I’d like to say that it’s easy to know the difference between these two. Whoever set this rule in print was a little bit of a sadist. Lay is the present tense of the word that takes half a column in Merriam-Webster’s Collegiate Dictionary to define, but it is also the past tense of lie. Lay ranges in definition from “to put something” to the vulgar sexual reference. Lie also has many definitions, but the one that causes the most fits is “to rest or recline”.

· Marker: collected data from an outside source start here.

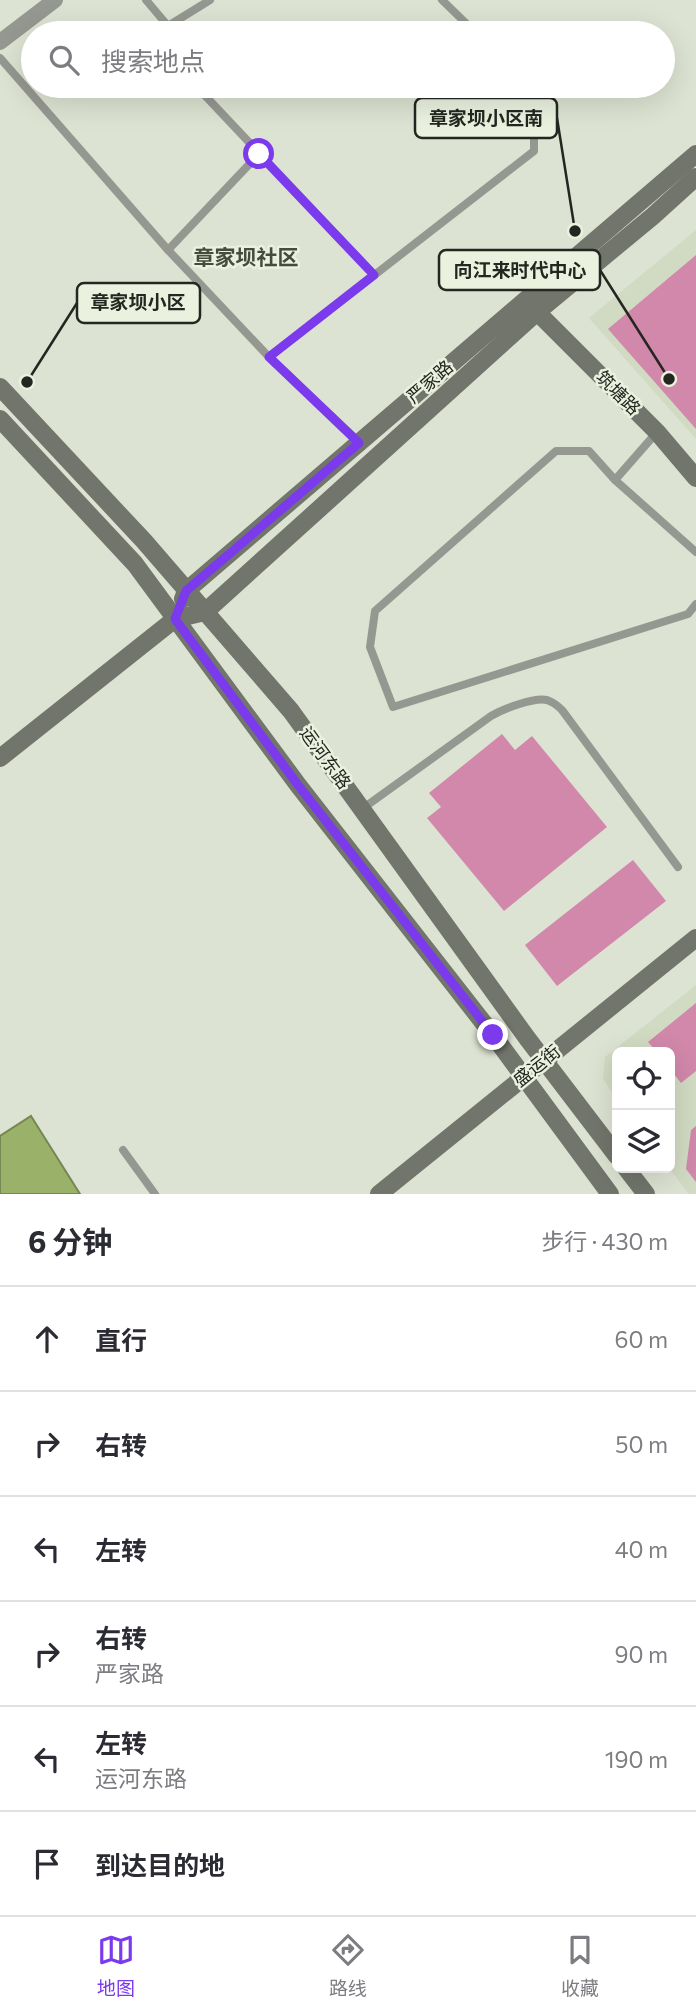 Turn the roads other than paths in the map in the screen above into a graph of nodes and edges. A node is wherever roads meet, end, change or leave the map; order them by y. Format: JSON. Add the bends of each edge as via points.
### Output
{"nodes":[{"id":1,"x":55,"y":0,"type":"edge"},
{"id":2,"x":146,"y":0,"type":"edge"},
{"id":3,"x":210,"y":0,"type":"edge"},
{"id":4,"x":442,"y":0,"type":"edge"},
{"id":5,"x":28,"y":21,"type":"edge"},
{"id":6,"x":163,"y":21,"type":"edge"},
{"id":7,"x":182,"y":21,"type":"edge"},
{"id":8,"x":464,"y":21,"type":"edge"},
{"id":9,"x":21,"y":26,"type":"edge"},
{"id":10,"x":0,"y":42,"type":"edge"},
{"id":11,"x":0,"y":58,"type":"edge"},
{"id":12,"x":21,"y":82,"type":"edge"},
{"id":13,"x":35,"y":98,"type":"edge"},
{"id":14,"x":207,"y":98,"type":"edge"},
{"id":15,"x":523,"y":98,"type":"edge"},
{"id":16,"x":259,"y":154,"type":"junction"},
{"id":17,"x":696,"y":154,"type":"edge"},
{"id":18,"x":696,"y":177,"type":"edge"},
{"id":19,"x":169,"y":250,"type":"junction"},
{"id":20,"x":374,"y":275,"type":"junction"},
{"id":21,"x":537,"y":312,"type":"junction"},
{"id":22,"x":269,"y":357,"type":"junction"},
{"id":23,"x":0,"y":387,"type":"edge"},
{"id":24,"x":0,"y":419,"type":"edge"},
{"id":25,"x":657,"y":432,"type":"junction"},
{"id":26,"x":359,"y":443,"type":"junction"},
{"id":27,"x":696,"y":478,"type":"edge"},
{"id":28,"x":615,"y":480,"type":"junction"},
{"id":29,"x":696,"y":552,"type":"edge"},
{"id":30,"x":186,"y":591,"type":"junction"},
{"id":31,"x":696,"y":604,"type":"edge"},
{"id":32,"x":205,"y":612,"type":"junction"},
{"id":33,"x":175,"y":619,"type":"junction"},
{"id":34,"x":0,"y":758,"type":"edge"},
{"id":35,"x":362,"y":809,"type":"junction"},
{"id":36,"x":678,"y":867,"type":"dead end"},
{"id":37,"x":696,"y":937,"type":"edge"},
{"id":38,"x":544,"y":1060,"type":"junction"},
{"id":39,"x":524,"y":1077,"type":"junction"},
{"id":40,"x":612,"y":1149,"type":"edge"},
{"id":41,"x":123,"y":1150,"type":"dead end"},
{"id":42,"x":630,"y":1173,"type":"edge"},
{"id":43,"x":155,"y":1194,"type":"edge"},
{"id":44,"x":379,"y":1194,"type":"edge"},
{"id":45,"x":610,"y":1194,"type":"edge"},
{"id":46,"x":646,"y":1194,"type":"edge"}],
"edges":[{"from":1,"to":5,"type":"street"},
{"from":2,"to":6,"type":"lane"},
{"from":3,"to":7,"type":"lane"},
{"from":4,"to":8,"type":"lane"},
{"from":9,"to":10,"type":"street"},
{"from":11,"to":12,"type":"lane"},
{"from":13,"to":19,"type":"lane"},
{"from":14,"to":16,"type":"lane"},
{"from":15,"to":20,"type":"lane","via":[[534,113],[534,151]]},
{"from":16,"to":19,"type":"lane"},
{"from":16,"to":20,"type":"lane"},
{"from":17,"to":26,"type":"street","name":"严家路"},
{"from":18,"to":21,"type":"street","name":"严家路"},
{"from":19,"to":22,"type":"lane"},
{"from":20,"to":22,"type":"lane"},
{"from":21,"to":25,"type":"street","name":"筑塘路"},
{"from":21,"to":32,"type":"street","name":"严家路"},
{"from":22,"to":26,"type":"lane"},
{"from":23,"to":30,"type":"street","name":"运河东路"},
{"from":24,"to":33,"type":"street","name":"运河东路","via":[[135,564]]},
{"from":25,"to":27,"type":"street","name":"筑塘路"},
{"from":25,"to":28,"type":"lane"},
{"from":26,"to":30,"type":"street","name":"严家路"},
{"from":28,"to":29,"type":"lane"},
{"from":28,"to":31,"type":"lane","via":[[589,451],[556,451],[375,611],[370,647],[393,707],[688,614]]},
{"from":30,"to":32,"type":"street","name":"运河东路"},
{"from":30,"to":33,"type":"street","name":"严家路"},
{"from":32,"to":33,"type":"street","name":"严家路"},
{"from":32,"to":35,"type":"street","name":"运河东路","via":[[290,711]]},
{"from":33,"to":34,"type":"street","name":"严家路"},
{"from":33,"to":39,"type":"street","name":"运河东路"},
{"from":35,"to":36,"type":"lane","via":[[503,709],[550,701],[562,710]]},
{"from":35,"to":38,"type":"street","name":"运河东路"},
{"from":37,"to":38,"type":"street","name":"盛运街"},
{"from":38,"to":39,"type":"street","name":"盛运街"},
{"from":38,"to":40,"type":"street","name":"运河东路"},
{"from":39,"to":44,"type":"street","name":"盛运街"},
{"from":39,"to":45,"type":"street","name":"运河东路"},
{"from":41,"to":43,"type":"lane"},
{"from":42,"to":46,"type":"street"}]}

So, here goes my best effort to distinguish the two without relying on technical terms like “transitive/intransitive.” Lay as a verb is used when you talk about putting something somewhere as in “Please lay your ID card on the bar.” In other words it takes a direct object, if you remember your grammar school days. That means that something receives the action of the verb lay. Lie, on the other hand, does not take an object – you don’t lie something. It simply means “to rest or recline” as in “I have to lie down whenever someone talks politics.”
Some confusion is caused by the principal parts of these two verbs.
Present I lay the book on the toilet.
Past I laid the book on the burner.
Past Participle I have laid the book on the roof of my car.
Present Participle I am laying the book on the garage floor.
Present I lie down every day at noon.
Past I lay in bed last night counting sheep.
Past Participle I have lain on straw beds before.
Present Participle I am lying in mud.
Why would anyone decide that lay is the past tense of lie? And who uses lain anymore? Again, people are more forgiving for the spoken word, but the written word requires a little more precision. There are other pairs of words that follow similar rules – one needs a direct object (like raise and set), and the other does not (like rise and sit). So if you can a) master the idea of something receiving the action of the verb (a direct object), and b) remember which verb requires the direct object, then you’re on your way to mastering these verb conundrums.